Era il 26 ottobre 1988, esattamente 34 anni fa, quando Giovanni Francini segnava un gol di vitale importanza per il cammino del Napoli in Coppa Uefa: “Giocammo a Lipsia nella vecchia Germania dell’Est, c’era ancora il Muro. Una partita difficile, ho fatto gol di testa prima di segnare anche nella sfida di ritorno: mi sa che ce l’avevo proprio con loro (ride, NdR.). Scherzi a parte, è stata una bella serata, un risultato importante ottenuto fuori casa. Quel gol ci ha dato la possibilità di continuare l’avventura e di vincere la Coppa Uefa. Un trofeo molto importante, che all’epoca veniva giocato dalle migliori squadre dei vari campionati (solo chi vinceva il titolo nazionale andava in Coppa dei Campioni, NdR).

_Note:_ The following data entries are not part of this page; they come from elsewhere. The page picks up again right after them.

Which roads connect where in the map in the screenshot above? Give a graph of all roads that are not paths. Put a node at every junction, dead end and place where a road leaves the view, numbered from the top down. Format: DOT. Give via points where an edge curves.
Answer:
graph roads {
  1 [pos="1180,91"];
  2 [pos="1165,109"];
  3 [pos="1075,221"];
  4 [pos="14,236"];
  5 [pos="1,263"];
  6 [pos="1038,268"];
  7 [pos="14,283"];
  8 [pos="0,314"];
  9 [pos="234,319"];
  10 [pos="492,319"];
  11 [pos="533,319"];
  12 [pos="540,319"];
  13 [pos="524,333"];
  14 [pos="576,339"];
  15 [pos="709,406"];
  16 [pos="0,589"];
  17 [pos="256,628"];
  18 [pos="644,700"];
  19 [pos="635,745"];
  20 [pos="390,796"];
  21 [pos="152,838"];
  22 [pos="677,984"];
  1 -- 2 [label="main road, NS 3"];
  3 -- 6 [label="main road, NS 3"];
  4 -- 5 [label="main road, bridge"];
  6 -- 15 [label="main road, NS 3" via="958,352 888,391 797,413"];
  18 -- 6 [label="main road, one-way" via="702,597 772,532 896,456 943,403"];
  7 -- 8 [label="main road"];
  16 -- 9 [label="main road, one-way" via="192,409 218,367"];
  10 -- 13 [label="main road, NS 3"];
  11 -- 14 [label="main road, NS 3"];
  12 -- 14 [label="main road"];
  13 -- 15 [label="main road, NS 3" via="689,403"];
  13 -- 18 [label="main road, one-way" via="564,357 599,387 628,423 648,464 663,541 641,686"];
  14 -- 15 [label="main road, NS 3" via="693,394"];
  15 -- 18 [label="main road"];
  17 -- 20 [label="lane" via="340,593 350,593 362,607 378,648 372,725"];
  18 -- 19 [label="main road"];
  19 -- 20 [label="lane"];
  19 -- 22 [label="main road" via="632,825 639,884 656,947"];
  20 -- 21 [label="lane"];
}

Vincere la Coppa Uefa in quegli anni era veramente un’impresa”.
Dopo il 2-0 azzurro alla Lokomotive Lipsia – come scrive Jacopo Pascone – ritorno al San Paolo (9 novembre 1988), mentre il Milan veniva salvato dalla nebbia del Marakàna di Belgrado in Coppa dei Campioni, tutte le altre italiane passavano il turno in Europa: la Samp in Coppa Coppe; l’Inter, la Roma, la Juve e, appunto, il Napoli in Coppa Uefa. Erano gli anni d’oro: “Quelli in cui il calcio italiano andava per la maggiore: tutti i giocatori più importanti volevano giocare da noi”. Sulla strada verso il trionfo il Napoli trovò la Juventus ai quarti di finale: “La rimonta sulla Juve fu incredibile: perdemmo 2-0 a Torino e ribaltammo a Napoli con un gol di Renica al 119esimo. Una serata magica, al gol di Alessandro è venuto giù lo stadio. Poi incontrammo il Bayern e infine lo Stoccarda. Abbiamo battuto tutti club importanti: solo una grande squadra poteva ottenere un risultato così”.
In campionato invece gli antagonisti principali erano il Milan di Sacchi e l’Inter del Trap: “Era una lotta serrata tra noi e il grande Milan degli olandesi, in quegli anni ci alternavamo tra primo e secondo posto. Nel ’90 vincemmo a Bologna mentre i rossoneri persero a Verona. All’ultima battemmo in casa la Lazio con gol di Baroni. Fu un tripudio incredibile, vincere uno scudetto a Napoli non ha paragoni: quello che succede per una vittoria è indescrivibile. In posti come Napoli c’è più passione”.
Alla maglia azzurra Francini ha dato tantissimo, ricordato ancora oggi dai tifosi e non solo per i trionfi raggiunti: “Sono stati sette anni fantastici, penso che Napoli sia una delle città più belle al mondo. Ancora oggi scendo tutte le settimane per partecipare a una trasmissione sportiva. Mi fa piacere essere ricordato per quello che ho fatto, nonostante siano trascorsi tanti anni. Per un calciatore giocare a Napoli è il massimo. Un pubblico fantastico attaccatissimo alla squadra. Anche quando andavamo in trasferta sembrava giocassimo in casa. È vero che Diego trascinava le folle, portava allo stadio tanti appassionati che non erano tifosi, ma il popolo napoletano in quegli anni ci seguiva ovunque”.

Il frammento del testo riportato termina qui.